# INPUT
********************
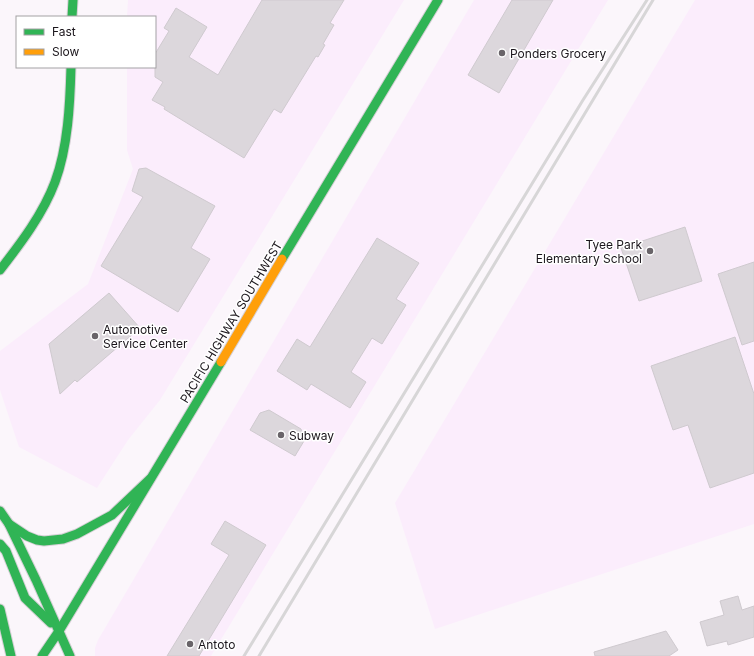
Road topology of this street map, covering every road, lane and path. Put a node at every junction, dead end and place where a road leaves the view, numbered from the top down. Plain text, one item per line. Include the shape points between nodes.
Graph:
1 (73, 0) edge
2 (438, 0) edge
3 (72, 16) edge
4 (70, 68) edge
5 (0, 270) edge
6 (150, 479) junction
7 (0, 511) edge
8 (9, 524) junction
9 (0, 544) edge
10 (0, 609) edge
11 (59, 631) junction
12 (11, 656) edge
13 (42, 656) edge
14 (70, 656) edge

1 - 3 main road
2 - 6 main road, PACIFIC HIGHWAY SOUTHWEST
4 - 5 main road via 70,104 63,150 54,184 35,222
6 - 8 main road via 112,516 63,539 37,540
6 - 11 main road, PACIFIC HIGHWAY SOUTHWEST
7 - 8 main road
8 - 11 main road
9 - 11 main road via 6,551 25,598
10 - 12 main road
11 - 13 main road, PACIFIC HIGHWAY SOUTHWEST
11 - 14 main road

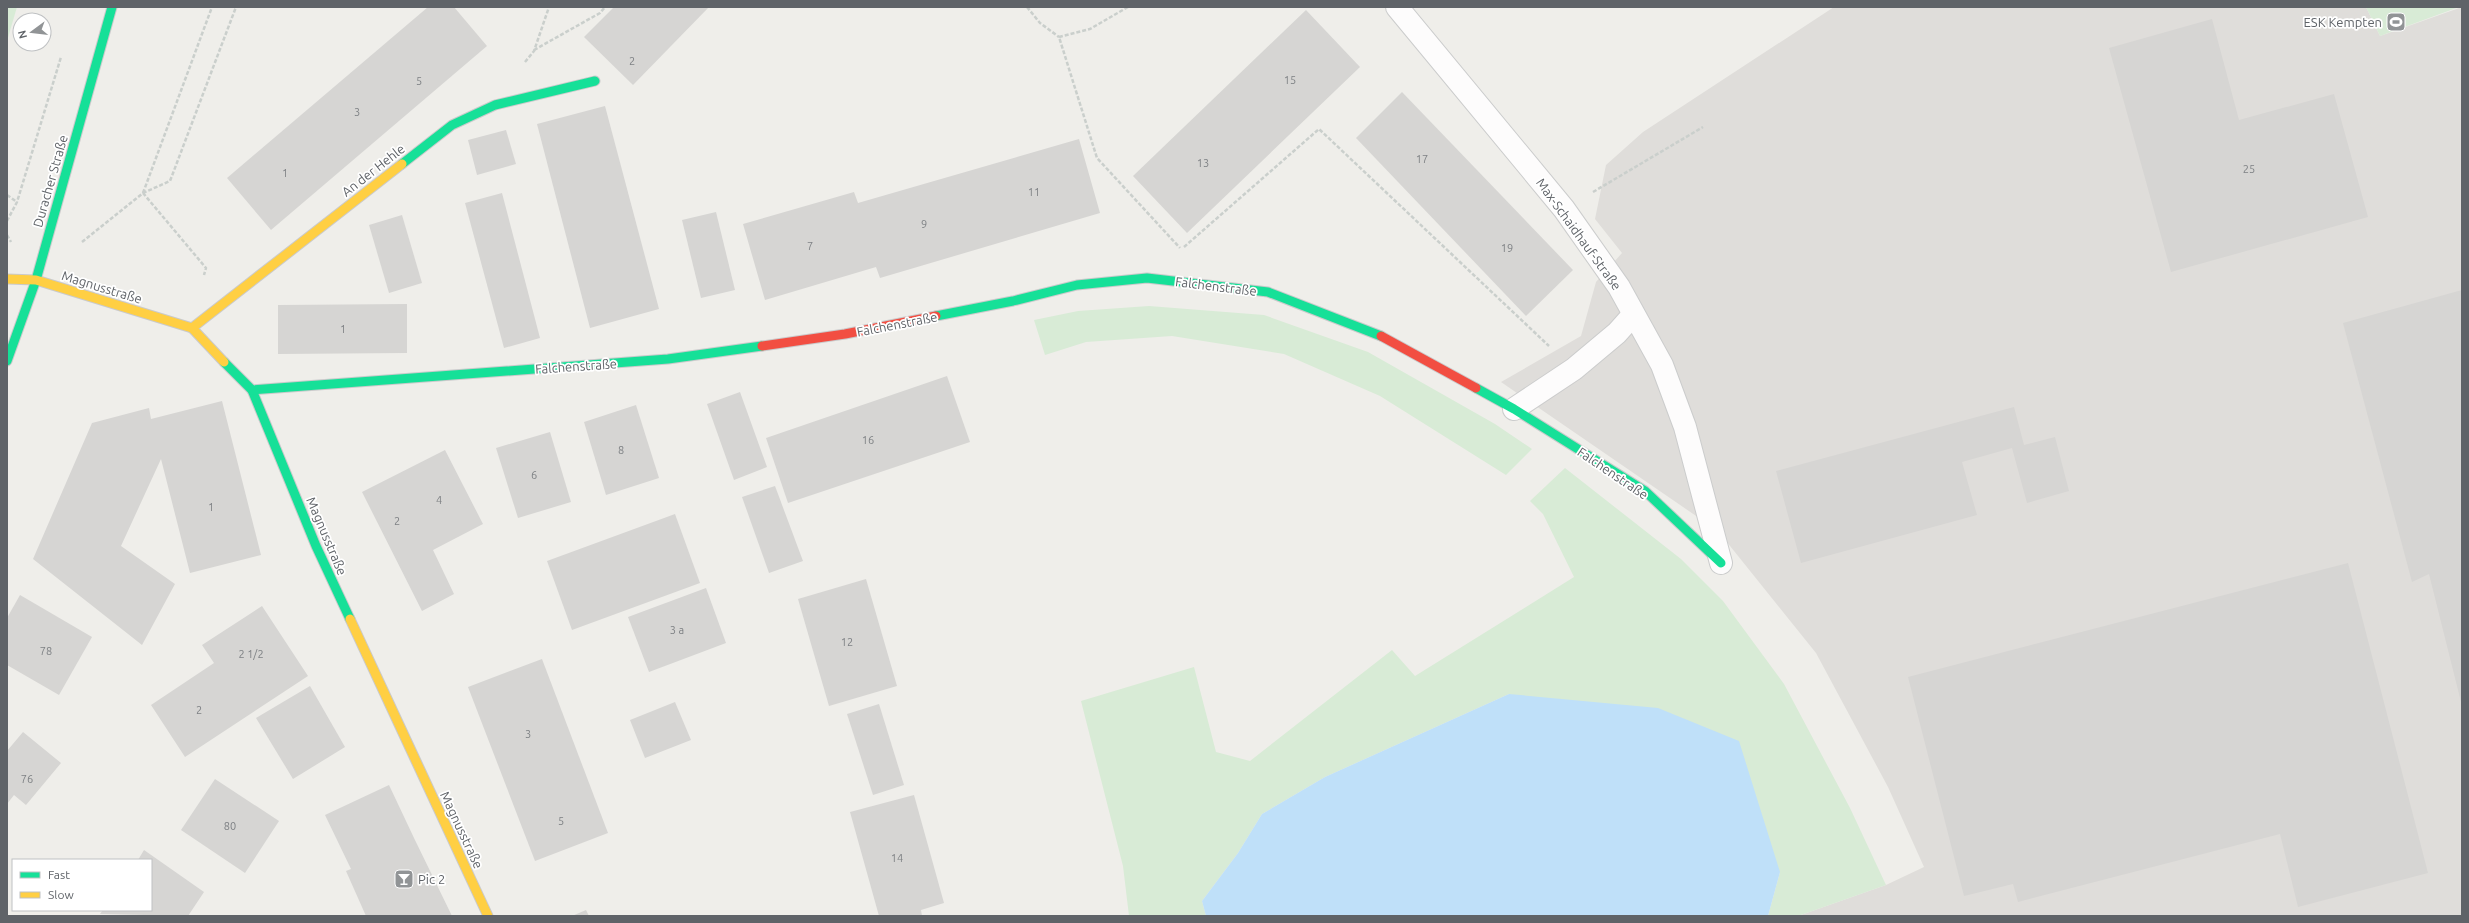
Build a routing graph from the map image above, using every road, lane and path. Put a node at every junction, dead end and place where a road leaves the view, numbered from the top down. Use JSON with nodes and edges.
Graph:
********************
# AIM OF THE TASK
Everything but the pictures is needed: copy the data above exactly.

# RESULT FOR THIS EXERCISE
Road topology of this street map, covering every road, lane and path. Put a node at every junction, dead end and place where a road leaves the view, numbered from the top down. Plain text, one item per line. Include the shape points between nodes.
Graph:
1 (73, 0) edge
2 (438, 0) edge
3 (72, 16) edge
4 (70, 68) edge
5 (0, 270) edge
6 (150, 479) junction
7 (0, 511) edge
8 (9, 524) junction
9 (0, 544) edge
10 (0, 609) edge
11 (59, 631) junction
12 (11, 656) edge
13 (42, 656) edge
14 (70, 656) edge

1 - 3 main road
2 - 6 main road, PACIFIC HIGHWAY SOUTHWEST
4 - 5 main road via 70,104 63,150 54,184 35,222
6 - 8 main road via 112,516 63,539 37,540
6 - 11 main road, PACIFIC HIGHWAY SOUTHWEST
7 - 8 main road
8 - 11 main road
9 - 11 main road via 6,551 25,598
10 - 12 main road
11 - 13 main road, PACIFIC HIGHWAY SOUTHWEST
11 - 14 main road

Build a routing graph from the map image above, using every road, lane and path. Put a node at every junction, dead end and place where a road leaves the view, numbered from the top down. Use JSON with nodes and edges.
Graph:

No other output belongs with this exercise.